TASK DESCRIPTION: Every line below is to be quoted exactly, with nothing added or dropped.

+++

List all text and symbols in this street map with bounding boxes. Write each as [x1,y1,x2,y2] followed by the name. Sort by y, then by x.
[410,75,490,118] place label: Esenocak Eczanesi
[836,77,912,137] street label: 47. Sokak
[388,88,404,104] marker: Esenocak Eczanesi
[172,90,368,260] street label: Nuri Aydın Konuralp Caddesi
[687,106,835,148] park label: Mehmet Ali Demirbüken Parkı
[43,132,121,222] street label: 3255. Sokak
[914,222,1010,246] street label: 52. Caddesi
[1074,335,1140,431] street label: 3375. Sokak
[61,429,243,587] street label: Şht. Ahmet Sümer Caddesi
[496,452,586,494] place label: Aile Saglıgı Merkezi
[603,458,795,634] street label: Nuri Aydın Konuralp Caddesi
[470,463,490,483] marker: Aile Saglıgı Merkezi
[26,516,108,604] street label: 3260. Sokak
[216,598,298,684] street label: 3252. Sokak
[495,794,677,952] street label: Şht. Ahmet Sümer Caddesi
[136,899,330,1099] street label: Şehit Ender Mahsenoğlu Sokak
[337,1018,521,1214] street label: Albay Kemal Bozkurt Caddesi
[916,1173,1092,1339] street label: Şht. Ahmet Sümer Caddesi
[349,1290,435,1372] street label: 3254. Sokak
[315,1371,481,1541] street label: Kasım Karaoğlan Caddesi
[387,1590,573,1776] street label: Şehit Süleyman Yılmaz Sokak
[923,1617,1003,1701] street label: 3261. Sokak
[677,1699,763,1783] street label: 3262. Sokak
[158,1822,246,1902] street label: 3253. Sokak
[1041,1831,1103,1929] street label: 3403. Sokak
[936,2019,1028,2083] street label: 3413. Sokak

+++

PROBLEM SOLUTION:
List all text and symbols in this street map with bounding boxes. Write each as [x1,y1,x2,y2] followed by the name. Sort by y, then by x.
[410,75,490,118] place label: Esenocak Eczanesi
[836,77,912,137] street label: 47. Sokak
[388,88,404,104] marker: Esenocak Eczanesi
[172,90,368,260] street label: Nuri Aydın Konuralp Caddesi
[687,106,835,148] park label: Mehmet Ali Demirbüken Parkı
[43,132,121,222] street label: 3255. Sokak
[914,222,1010,246] street label: 52. Caddesi
[1074,335,1140,431] street label: 3375. Sokak
[61,429,243,587] street label: Şht. Ahmet Sümer Caddesi
[496,452,586,494] place label: Aile Saglıgı Merkezi
[603,458,795,634] street label: Nuri Aydın Konuralp Caddesi
[470,463,490,483] marker: Aile Saglıgı Merkezi
[26,516,108,604] street label: 3260. Sokak
[216,598,298,684] street label: 3252. Sokak
[495,794,677,952] street label: Şht. Ahmet Sümer Caddesi
[136,899,330,1099] street label: Şehit Ender Mahsenoğlu Sokak
[337,1018,521,1214] street label: Albay Kemal Bozkurt Caddesi
[916,1173,1092,1339] street label: Şht. Ahmet Sümer Caddesi
[349,1290,435,1372] street label: 3254. Sokak
[315,1371,481,1541] street label: Kasım Karaoğlan Caddesi
[387,1590,573,1776] street label: Şehit Süleyman Yılmaz Sokak
[923,1617,1003,1701] street label: 3261. Sokak
[677,1699,763,1783] street label: 3262. Sokak
[158,1822,246,1902] street label: 3253. Sokak
[1041,1831,1103,1929] street label: 3403. Sokak
[936,2019,1028,2083] street label: 3413. Sokak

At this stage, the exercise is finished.